Make your I/O - quick!

This is a quick post about doing I/O quickly with some quick help of the TrueZIP File* API.

OK, slow down - there’s no need to rush over this. Have you seen something like this lately or even wrote it yourself?

import java.io.*;

void method() throws IOException {
    InputStream in = ...
    try {
        OutputStream out = ...
        try {
            cat(in, out);
        } finally {
            out.close(); // be a good girl and close all streams in a finally-block!
        }
    } finally {
        in.close(); // you do it like that all the time, right?
    }
}

/** Con<em>cat</em>enates {@code in} to {@code out}. */
void cat(InputStream in, OutputStream out) throws IOException {
    byte[] buf = new byte[512];
    for (int n; 0 <= (n = in.read(buf));) // Yoda conditions I like!
        out.write(buf, 0, n);
}

Then you need a cure! The problem is the naive read-stop-write-stop-loop implementation of the cat(*) method. There are many issues with this:

  1. A new byte buffer is allocated on the heap upon each call to the method.
  2. The byte buffer is way too small for modern computers and networks.
  3. The CPU reads the input, then stops to write the output and starts all over again. This causes scattered I/O with bad overall performance, especially when accessing a network.
  4. If an IOException occurs, you’ve got no clue if it happened when reading the input or writing the output.

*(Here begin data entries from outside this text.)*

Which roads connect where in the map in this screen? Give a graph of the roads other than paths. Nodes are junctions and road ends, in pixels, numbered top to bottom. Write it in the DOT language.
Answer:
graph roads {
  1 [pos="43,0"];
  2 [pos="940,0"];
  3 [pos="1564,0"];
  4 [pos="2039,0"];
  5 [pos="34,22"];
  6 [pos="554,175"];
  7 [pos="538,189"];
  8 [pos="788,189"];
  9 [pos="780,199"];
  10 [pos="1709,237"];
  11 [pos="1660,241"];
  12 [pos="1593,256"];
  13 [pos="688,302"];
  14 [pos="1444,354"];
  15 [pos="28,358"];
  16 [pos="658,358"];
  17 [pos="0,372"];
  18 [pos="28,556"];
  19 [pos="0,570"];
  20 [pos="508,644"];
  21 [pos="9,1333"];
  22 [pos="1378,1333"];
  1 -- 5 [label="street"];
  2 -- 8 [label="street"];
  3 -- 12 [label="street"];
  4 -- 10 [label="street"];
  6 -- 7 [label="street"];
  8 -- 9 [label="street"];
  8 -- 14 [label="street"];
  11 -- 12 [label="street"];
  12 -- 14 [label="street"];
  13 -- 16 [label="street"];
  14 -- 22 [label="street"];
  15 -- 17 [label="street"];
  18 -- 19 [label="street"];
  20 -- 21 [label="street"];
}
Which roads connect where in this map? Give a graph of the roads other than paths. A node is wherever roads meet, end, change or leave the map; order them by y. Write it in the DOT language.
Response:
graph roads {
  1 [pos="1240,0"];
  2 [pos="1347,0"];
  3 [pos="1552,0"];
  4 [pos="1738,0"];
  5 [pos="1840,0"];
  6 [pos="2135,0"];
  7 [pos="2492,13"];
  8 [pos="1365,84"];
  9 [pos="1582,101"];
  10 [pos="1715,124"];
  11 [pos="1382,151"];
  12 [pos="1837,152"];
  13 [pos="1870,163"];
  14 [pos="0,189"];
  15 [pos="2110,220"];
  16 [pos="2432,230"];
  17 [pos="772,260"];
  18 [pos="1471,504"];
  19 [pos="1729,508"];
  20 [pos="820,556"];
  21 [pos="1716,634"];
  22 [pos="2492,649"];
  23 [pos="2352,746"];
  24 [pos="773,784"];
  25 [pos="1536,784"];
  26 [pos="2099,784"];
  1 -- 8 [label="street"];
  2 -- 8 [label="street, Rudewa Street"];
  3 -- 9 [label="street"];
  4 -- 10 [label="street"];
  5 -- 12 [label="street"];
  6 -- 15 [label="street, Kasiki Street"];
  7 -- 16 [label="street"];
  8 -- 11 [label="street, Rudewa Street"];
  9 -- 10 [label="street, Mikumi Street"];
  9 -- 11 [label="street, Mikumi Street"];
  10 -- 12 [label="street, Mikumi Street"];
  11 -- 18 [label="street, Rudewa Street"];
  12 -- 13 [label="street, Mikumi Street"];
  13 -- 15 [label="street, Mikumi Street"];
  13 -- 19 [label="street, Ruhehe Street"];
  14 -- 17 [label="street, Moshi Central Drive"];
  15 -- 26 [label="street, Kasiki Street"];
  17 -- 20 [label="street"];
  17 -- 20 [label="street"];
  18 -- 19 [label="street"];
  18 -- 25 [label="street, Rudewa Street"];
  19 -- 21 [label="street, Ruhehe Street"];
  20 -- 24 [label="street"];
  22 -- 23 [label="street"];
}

Now here is your cure: Instead of using or even implementing a naive read-stop-write-stop-loop, use the method TFile.cat(InputStream, OutputStream) in the TrueZIP File* module:

import de.schlichtherle.truezip.io.*;
import java.io.*;

void method() throws IOException {
    InputStream in = ...
    try {
        OutputStream out = ...
        try {
            TFile.cat(in, out);
        } finally {
            out.close(); // be a good girl and close all streams in a finally-block!
        }
    } finally {
        in.close(); // you do it like this all the time, right?
    }
}

To make this compile, add the following dependency to your Maven Project Object Model pom.xml:

<dependency>
    <groupId>de.schlichtherle.truezip</groupId>
    <artifactId>truezip-file</artifactId>
    <version>7.0</version>
</dependency>

The benefits of TFile.cat(InputStream, OutputStream) are:

  1. A pooled background thread is used to read the input while writing the output concurrently.
  2. Data between the reader and writer thread is exchanged in a ring of pooled buffers being large enough for smooth data streaming even when accessing jittering network connections.
  3. If an IOException occurs when reading the input, it’s wrapped in an InputException which is a subclass of IOException.

The result is a performance which compares equal to FileChannel.transferTo(*), but works with any plain old InputStream and OutputStream.

Enjoy TrueZIP!